BEGIN Dataset records

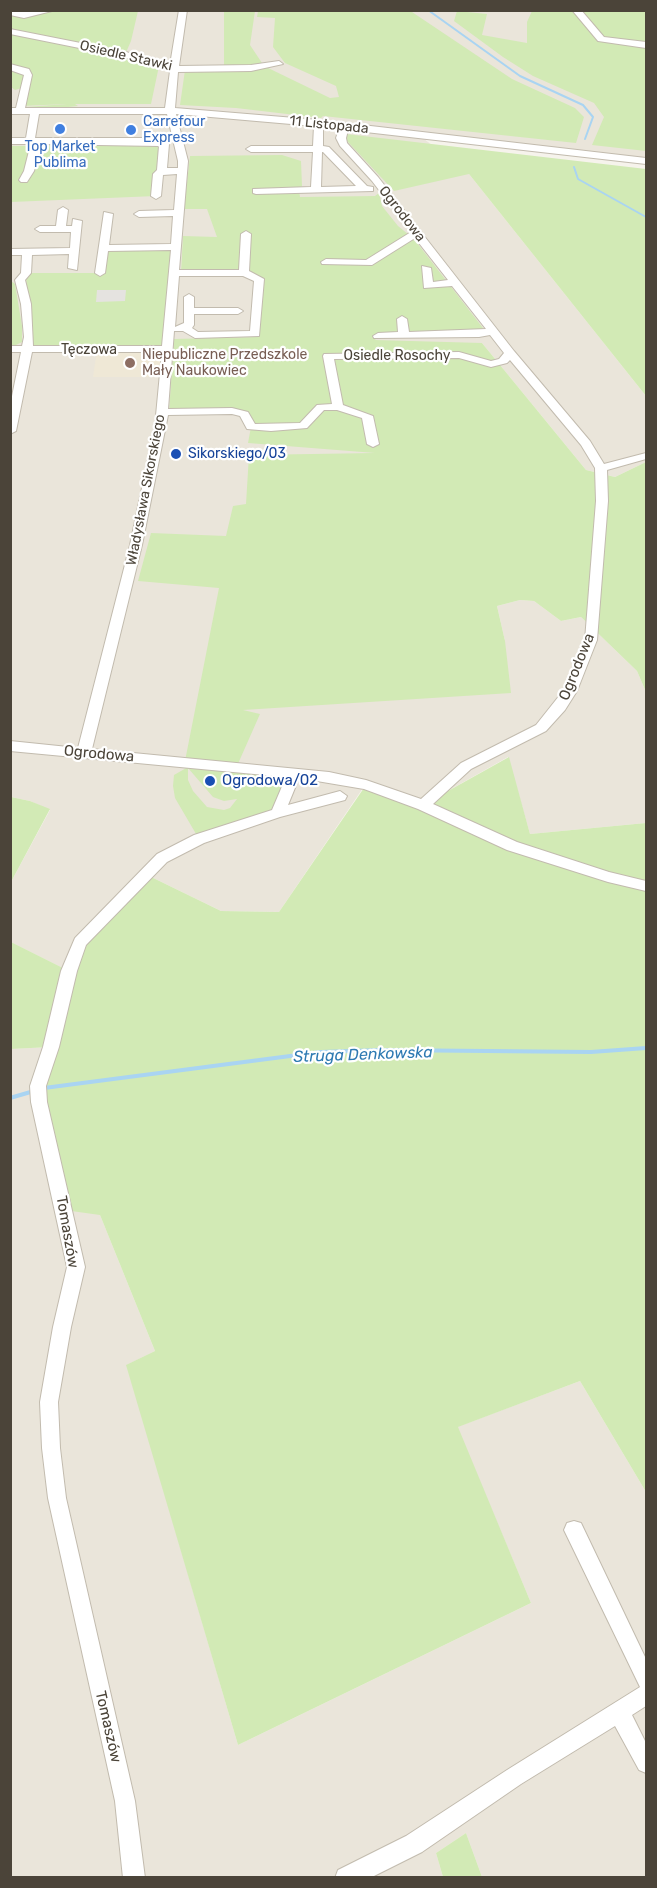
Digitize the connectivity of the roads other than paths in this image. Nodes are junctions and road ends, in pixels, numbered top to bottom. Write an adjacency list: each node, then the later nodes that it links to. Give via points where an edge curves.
1 (52, 10): 4 (street, via 24,15)
2 (183, 10): 9 (street, Władysława Sikorskiego)
3 (576, 10): 6 (street, via 601,39)
4 (10, 12)
5 (10, 31): 9 (street, Osiedle Stawki)
6 (646, 45)
7 (279, 64): 9 (street, Osiedle Stawki)
8 (10, 67): 10 (street, via 27,71 28,75)
9 (174, 69): 12 (street, Władysława Sikorskiego)
10 (15, 111): 11 (street, 11 Listopada)
11 (35, 111): 12 (street, 11 Listopada); 16 (street)
12 (171, 111): 13 (street, 11 Listopada); 21 (street, Władysława Sikorskiego)
13 (320, 123): 14 (street, 11 Listopada); 18 (street)
14 (343, 129): 19 (street, 11 Listopada); 23 (street, Ogrodowa, via 343,144)
15 (10, 141): 16 (street)
16 (30, 141): 20 (street, via 155,141 164,144); 22 (street, via 35,147)
17 (251, 149): 18 (street)
18 (317, 149): 24 (street, via 327,150); 25 (street)
19 (646, 161)
20 (162, 171): 21 (street); 27 (street, via 158,174)
21 (183, 171): 29 (street, Władysława Sikorskiego)
22 (24, 180)
23 (382, 188): 24 (street); 34 (street, Ogrodowa)
24 (364, 189): 25 (street)
25 (316, 190): 26 (street)
26 (256, 191)
27 (156, 196)
28 (63, 210): 33 (street)
29 (179, 213): 31 (street); 36 (street, Władysława Sikorskiego)
30 (108, 214): 37 (street)
31 (139, 214)
32 (40, 229): 33 (street)
33 (61, 229): 40 (street, via 77,225)
34 (417, 233): 41 (street, via 368,262); 48 (street, Ogrodowa)
35 (246, 234): 46 (street)
36 (176, 247): 37 (street); 45 (street, Władysława Sikorskiego)
37 (105, 248): 44 (street)
38 (10, 252): 39 (street)
39 (27, 252): 40 (street); 47 (street)
40 (74, 252): 42 (street)
41 (326, 262)
42 (73, 268)
43 (426, 268): 48 (street, via 428,286)
44 (100, 273)
45 (174, 273): 46 (street); 54 (street, Władysława Sikorskiego)
46 (244, 273): 53 (street, via 259,279 255,334 195,334)
47 (19, 277): 59 (street, via 26,304)
48 (456, 282): 55 (street, Ogrodowa)
49 (189, 297): 50 (street)
50 (190, 311): 51 (street); 53 (street)
51 (238, 311)
52 (402, 319): 56 (street)
53 (186, 328): 54 (street)
54 (169, 330): 60 (street, Władysława Sikorskiego)
55 (494, 331): 56 (street); 61 (street, Ogrodowa)
56 (404, 335): 57 (street)
57 (378, 336)
58 (10, 349): 59 (street, Tęczowa)
59 (29, 350): 60 (street, Tęczowa); 64 (street)
60 (167, 350): 63 (street, Władysława Sikorskiego)
61 (510, 353): 62 (street, Osiedle Rosochy, via 503,361 491,364 438,354 328,356); 67 (street, via 586,443)
62 (338, 407): 63 (street, via 321,407 303,426 271,428 251,427 244,414 232,411); 65 (street, via 367,416)
63 (161, 412): 69 (street, Władysława Sikorskiego, via 136,545)
64 (10, 431)
65 (373, 444)
66 (646, 456): 67 (street)
67 (601, 468): 72 (street, Ogrodowa, via 591,640 570,691 541,728 466,766)
68 (10, 746): 69 (street, Ogrodowa)
69 (84, 752): 70 (street, Ogrodowa)
70 (295, 773): 72 (street, Ogrodowa, via 366,785); 73 (street)
71 (340, 796): 73 (street, Tomaszów)
72 (423, 805): 74 (street, Ogrodowa, via 512,846)
73 (277, 813): 80 (street, Tomaszów, via 199,839 162,858 80,942 38,1094 76,1268 49,1402 54,1478 125,1801)
74 (646, 886)
75 (574, 1530): 76 (street)
76 (646, 1680)
77 (646, 1695): 78 (street)
78 (619, 1712): 79 (street); 81 (street, via 414,1844)
79 (646, 1763)
80 (134, 1878)
81 (346, 1878)

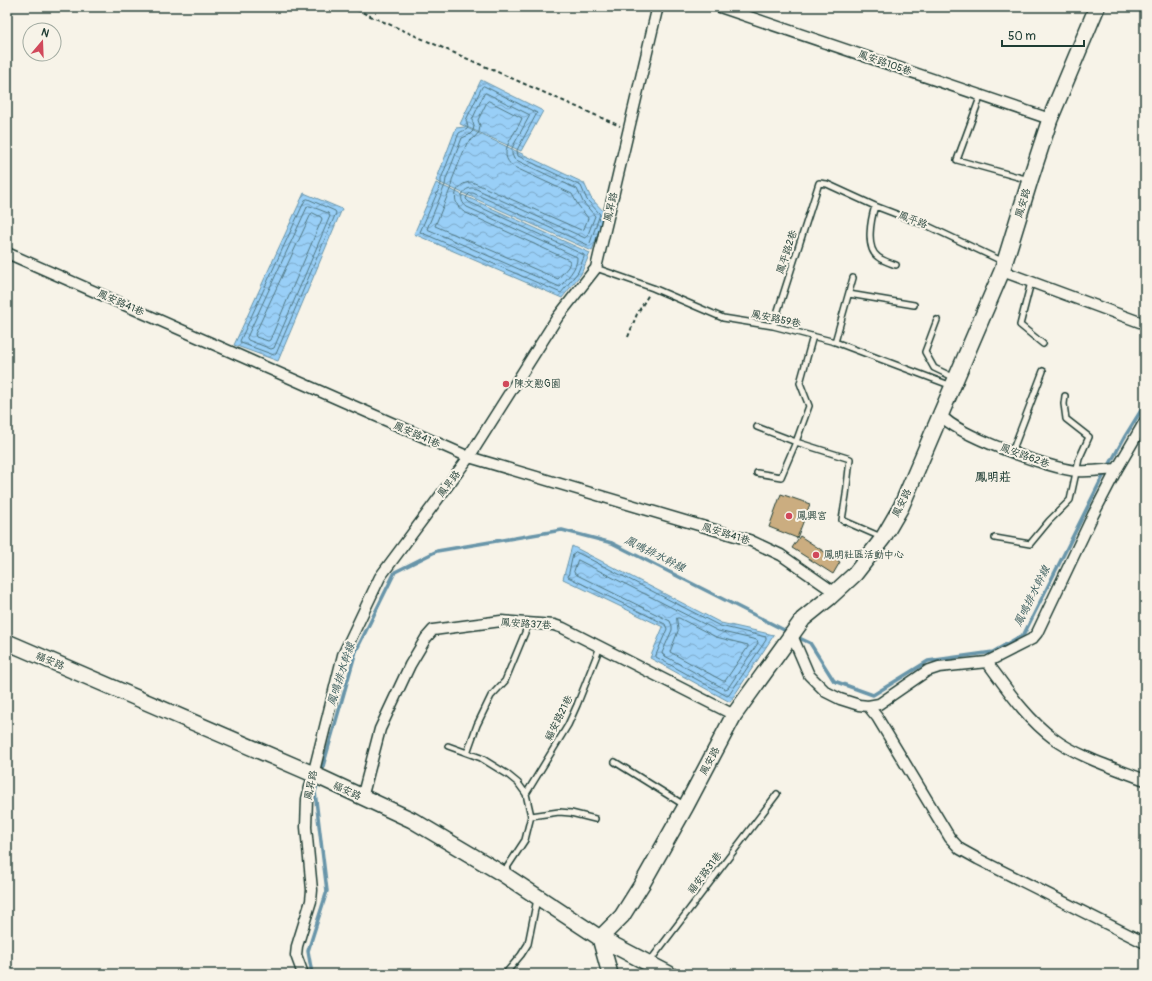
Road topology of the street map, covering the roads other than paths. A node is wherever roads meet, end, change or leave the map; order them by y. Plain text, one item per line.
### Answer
1 (658, 7) edge
2 (720, 7) edge
3 (1097, 7) edge
4 (981, 96) junction
5 (1050, 119) junction
6 (1030, 180) junction
7 (819, 183) joint
8 (875, 206) junction
9 (7, 253) edge
10 (896, 265) dead end
11 (1003, 267) junction
12 (596, 268) junction
13 (854, 278) dead end
14 (1031, 282) junction
15 (849, 294) junction
16 (914, 305) dead end
17 (937, 320) dead end
18 (1145, 324) edge
19 (773, 326) junction
20 (813, 336) junction
21 (835, 342) junction
22 (1043, 344) dead end
23 (1043, 371) dead end
24 (954, 383) junction
25 (1065, 396) dead end
26 (941, 415) junction
27 (1145, 421) edge
28 (756, 427) dead end
29 (796, 442) junction
30 (1012, 452) junction
31 (469, 457) junction
32 (1110, 470) junction
33 (1077, 471) junction
34 (757, 473) dead end
35 (883, 538) junction
36 (995, 538) dead end
37 (834, 592) junction
38 (529, 623) junction
39 (791, 634) junction
40 (7, 642) edge
41 (600, 647) junction
42 (987, 662) junction
43 (868, 706) junction
44 (734, 715) junction
45 (448, 746) dead end
46 (467, 753) junction
47 (615, 762) dead end
48 (313, 774) junction
49 (1145, 780) edge
50 (526, 794) junction
51 (777, 794) dead end
52 (362, 798) junction
53 (686, 806) junction
54 (531, 816) junction
55 (595, 819) dead end
56 (504, 874) junction
57 (538, 896) junction
58 (600, 938) junction
59 (1145, 943) edge
60 (648, 964) junction
61 (303, 974) edge
62 (505, 974) edge
63 (610, 974) edge
64 (669, 974) edge

1 - 12 street, 鳳昇路
2 - 4 street, 鳳安路105巷
3 - 5 street, 鳳安路
4 - 5 street, 鳳安路105巷
4 - 6 lane
5 - 6 street, 鳳安路
6 - 11 street, 鳳安路
7 - 8 lane, 鳳平路
7 - 19 lane, 鳳平路2巷
8 - 10 lane
8 - 11 lane, 鳳平路
9 - 31 street, 鳳安路41巷
11 - 14 street, 鳳平路
11 - 24 street, 鳳安路
12 - 19 lane, 鳳安路59巷
12 - 31 street, 鳳昇路
13 - 15 lane
14 - 18 street, 鳳平路
14 - 22 lane
15 - 16 lane
15 - 21 lane
17 - 24 lane
19 - 20 lane, 鳳安路59巷
20 - 21 lane, 鳳安路59巷
20 - 29 lane
21 - 24 lane, 鳳安路59巷
23 - 30 lane
24 - 26 street, 鳳安路
25 - 33 lane
26 - 30 street, 鳳安路62巷
26 - 35 street, 鳳安路
27 - 32 street
28 - 29 lane
29 - 34 lane
29 - 35 lane
30 - 33 street, 鳳安路62巷
31 - 37 street, 鳳安路41巷
31 - 48 street, 鳳昇路
32 - 33 street, 鳳安路62巷
32 - 42 street
33 - 36 lane
35 - 37 street, 鳳安路
37 - 39 street, 鳳安路
38 - 41 street, 鳳安路37巷
38 - 46 lane
38 - 52 street, 鳳安路37巷
39 - 43 street
39 - 44 street, 鳳安路
40 - 48 street, 福安路
41 - 44 street, 鳳安路37巷
41 - 50 lane, 福安路21巷
42 - 43 street
42 - 49 street
43 - 59 street
44 - 53 street, 鳳安路
45 - 46 lane
46 - 50 lane
47 - 53 lane
48 - 52 street, 福安路
48 - 61 street, 鳳昇路
50 - 54 lane
51 - 60 lane, 福安路31巷
52 - 56 street, 福安路
53 - 58 street, 鳳安路
54 - 55 lane
54 - 56 lane
56 - 57 street, 福安路
57 - 58 street, 福安路
57 - 62 lane
58 - 60 street, 福安路
58 - 63 street
60 - 64 street, 福安路

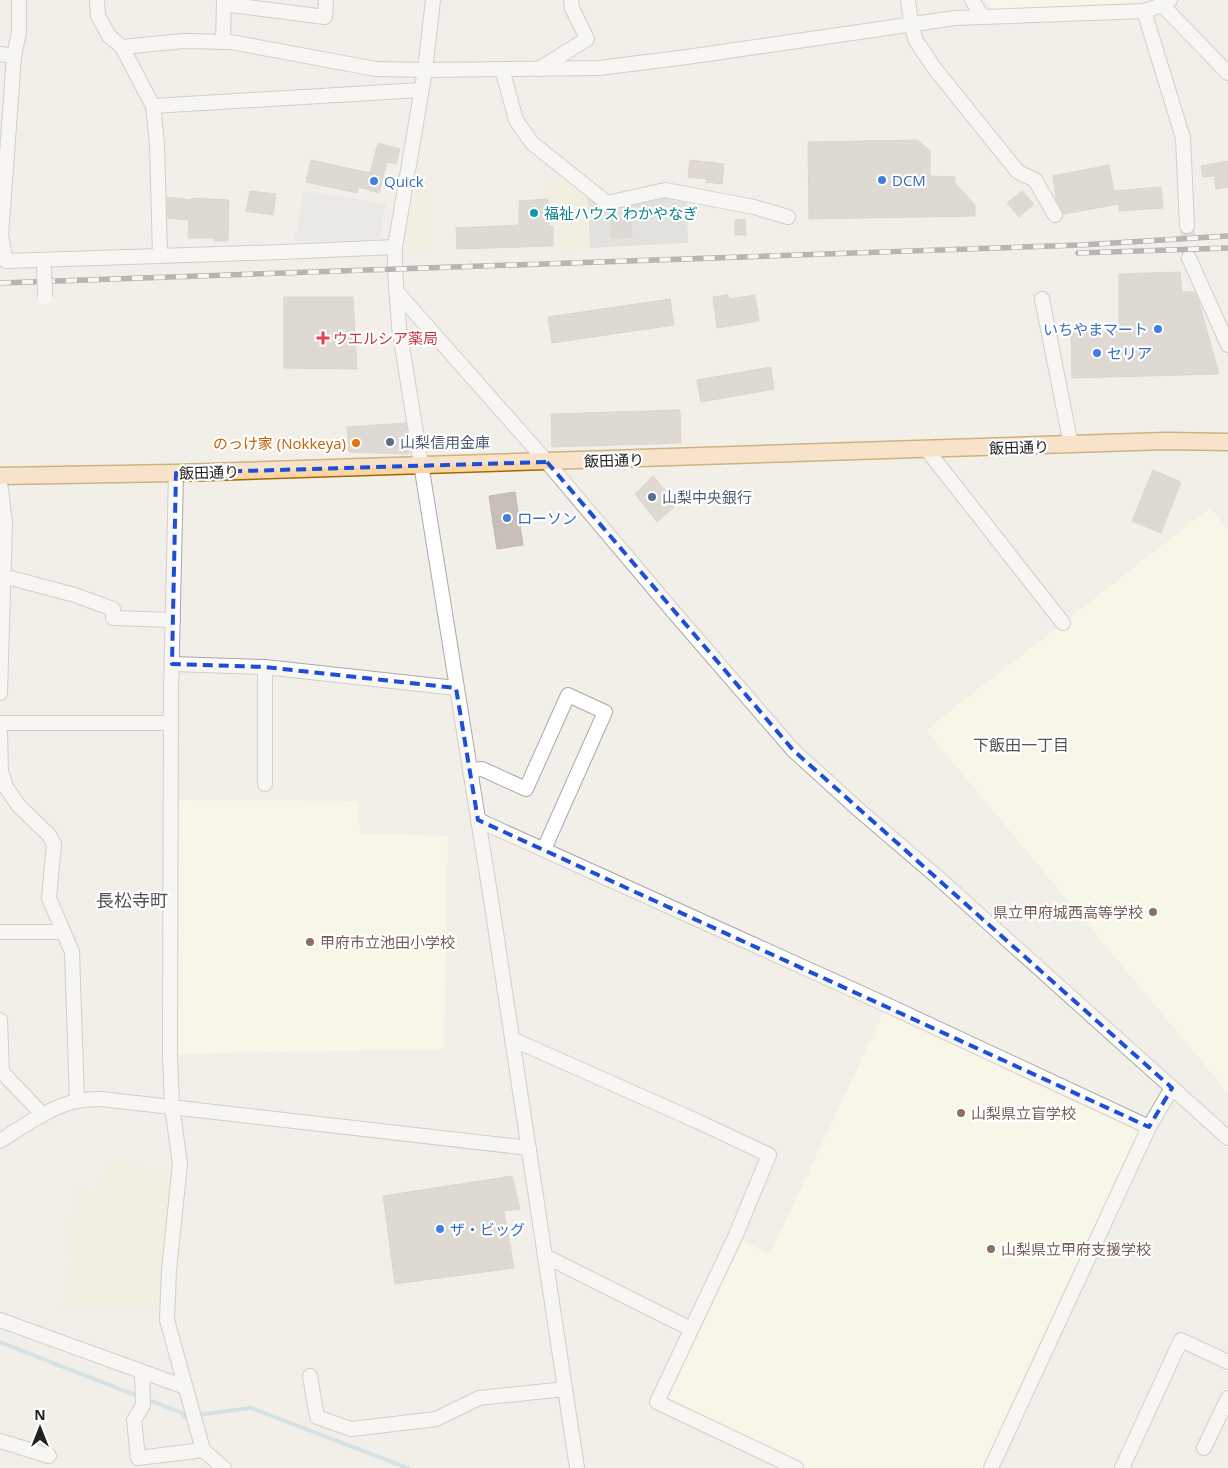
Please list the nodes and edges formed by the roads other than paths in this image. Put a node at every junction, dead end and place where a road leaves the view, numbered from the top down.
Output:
1 (20, 0) edge
2 (97, 0) edge
3 (326, 0) edge
4 (433, 0) edge
5 (571, 0) edge
6 (908, 0) edge
7 (972, 0) edge
8 (224, 2) edge
9 (1166, 3) edge
10 (1144, 11) junction
11 (982, 17) junction
12 (911, 24) junction
13 (223, 42) junction
14 (122, 47) junction
15 (7, 55) edge
16 (502, 69) junction
17 (538, 69) junction
18 (425, 70) junction
19 (1228, 73) edge
20 (420, 90) junction
21 (153, 106) junction
22 (2, 195) edge
23 (1055, 215) dead end
24 (788, 217) dead end
25 (1187, 226) tunnel mouth
26 (0, 236) edge
27 (395, 247) junction
28 (160, 256) junction
29 (1189, 258) tunnel mouth
30 (44, 266) dead end
31 (396, 291) junction
32 (45, 297) dead end
33 (1042, 299) dead end
34 (1228, 345) edge
35 (1228, 442) edge
36 (1071, 445) junction
37 (927, 450) junction
38 (547, 462) junction
39 (421, 464) junction
40 (176, 474) junction
41 (0, 476) edge
42 (0, 482) edge
43 (3, 576) junction
44 (173, 620) junction
45 (1063, 623) dead end
46 (172, 664) junction
47 (265, 667) junction
48 (456, 688) junction
49 (0, 693) edge
50 (0, 723) edge
51 (171, 723) junction
52 (0, 734) edge
53 (470, 770) junction
54 (265, 784) dead end
55 (478, 820) junction
56 (544, 849) junction
57 (0, 932) edge
58 (62, 932) junction
59 (0, 1020) edge
60 (512, 1039) junction
61 (1172, 1088) junction
62 (77, 1100) junction
63 (172, 1106) junction
64 (43, 1115) junction
65 (1149, 1127) junction
66 (1228, 1138) edge
67 (0, 1141) edge
68 (529, 1148) junction
69 (545, 1256) junction
70 (0, 1320) edge
71 (691, 1329) junction
72 (1228, 1362) edge
73 (142, 1372) junction
74 (310, 1376) dead end
75 (185, 1387) junction
76 (564, 1389) junction
77 (1228, 1398) edge
78 (0, 1441) edge
79 (1204, 1448) dead end
80 (203, 1450) junction
81 (49, 1456) dead end
82 (996, 1466) edge
83 (792, 1467) edge
84 (223, 1468) edge
85 (577, 1468) edge
86 (1122, 1468) edge

1 - 15 street
2 - 14 street
3 - 8 street
4 - 18 street
5 - 17 street
6 - 12 street
7 - 11 street
8 - 13 street
9 - 10 street
9 - 19 street
10 - 11 street
10 - 25 street
11 - 12 street
12 - 17 street
12 - 23 street
13 - 14 street
13 - 18 street
14 - 21 street
15 - 22 street
16 - 17 street
16 - 18 street
16 - 24 street
18 - 20 street
20 - 21 street
20 - 27 street
21 - 28 street
22 - 26 street
26 - 28 street
27 - 28 street
27 - 31 street
29 - 34 street
30 - 32 street, bridge
31 - 38 street
31 - 39 street
33 - 36 street
35 - 36 main road, 飯田通り
36 - 37 main road, 飯田通り
37 - 38 main road, 飯田通り
37 - 45 street
38 - 39 main road, 飯田通り
38 - 61 street
39 - 40 main road, 飯田通り
39 - 48 street
40 - 41 main road, 飯田通り
40 - 44 street
42 - 43 street
43 - 44 street
43 - 49 street
44 - 46 street
46 - 47 street
46 - 51 street
47 - 48 street
47 - 54 street
48 - 53 street
50 - 51 street
51 - 63 street
52 - 58 street
53 - 55 street
53 - 56 street
55 - 56 street
55 - 60 street
56 - 65 street
57 - 58 street
58 - 62 street
59 - 64 street
60 - 68 street
60 - 71 street
61 - 65 street
61 - 66 street
62 - 63 street
62 - 64 street
63 - 68 street
63 - 75 street
64 - 67 street
65 - 82 street
68 - 69 street
69 - 71 street
69 - 76 street
70 - 73 street
71 - 83 street
72 - 86 street
73 - 75 street
73 - 80 street
74 - 76 street
75 - 80 street
76 - 85 street
77 - 79 street
78 - 81 street
80 - 84 street

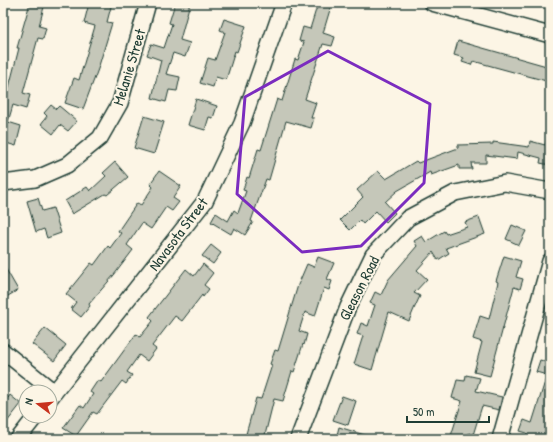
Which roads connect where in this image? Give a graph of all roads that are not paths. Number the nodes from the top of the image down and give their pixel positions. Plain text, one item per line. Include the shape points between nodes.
1 (148, 3) edge
2 (284, 3) edge
3 (432, 3) edge
4 (550, 35) edge
5 (3, 183) edge
6 (550, 191) edge
7 (550, 261) edge
8 (3, 351) edge
9 (40, 384) edge
10 (58, 387) edge
11 (30, 424) edge
12 (18, 439) edge
13 (298, 439) edge
14 (500, 439) edge

1 - 5 street, Melanie Street via 120,103 100,138 67,165 35,179
2 - 10 street, Navasota Street via 242,123 205,201
3 - 4 street
6 - 13 street, Gleason Road via 505,183 455,193 408,218 373,255 348,307
7 - 14 street
8 - 9 street
11 - 12 street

END Dataset records

The number alone, please: how many lines in the data contain the string "Stawki"?

2